Un sarcástico gruñido sube de la bufanda y el sombrero se endereza, los ojos hondos del padre García miran a Angélica Mercedes y ella deja de sonreír, vuelve su cara intrigada hacia el doctor Zevallos que, la barbilla entre dos dedos, tiene ahora una expresión melancólica: ¿dónde habían estado, doctorcito? Su voz es tímida, su mano empuña el ruedo de la pollera a unos milímetros de la mesa y está inmóviclass="underline" donde la Chunga, comadre. Angélica Mercedes lanza un gritito, ¿donde la Chunga?, se demuda, ¿donde la Chunga?, se tapa la boca.
– Sí, comadre, ha muerto Anselmo -dice el doctor Zevallos-. Es una noticia triste para ti, ya sé. Para todos nosotros. Qué vamos a hacer, así es la vida.
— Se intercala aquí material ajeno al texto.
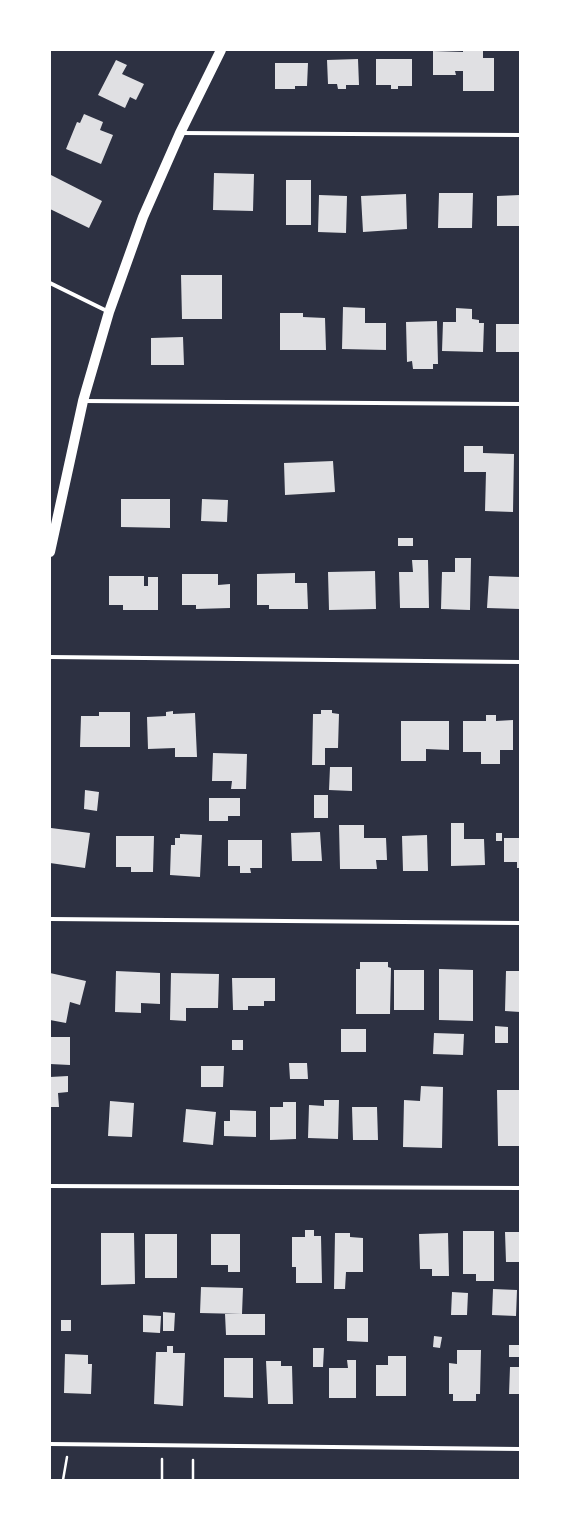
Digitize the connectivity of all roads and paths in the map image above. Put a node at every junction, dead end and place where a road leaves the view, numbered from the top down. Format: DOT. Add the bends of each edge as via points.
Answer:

¿Don Anselmo?, tartamudea Angélica Mercedes, la boca entreabierta, la cabeza ladeada, ¿se ha muerto, padrecito?, y su nariz palpita muy rápido, unos hoyuelos aparecen en sus mejillas, los chiquillos de la puerta han echado a correr y ella sacude la cabeza, se soba los brazos, ¿se ha muerto, doctor?, llora.
– Todos tienen que morirse -ruge el padre García, golpeando la mesa; la bufanda se abre y su cara lívida, sin afeitar, está deformada por el temblor de su boca-. Tú, yo, el doctor Zevallos, a todos nos tocará, nadie se libra.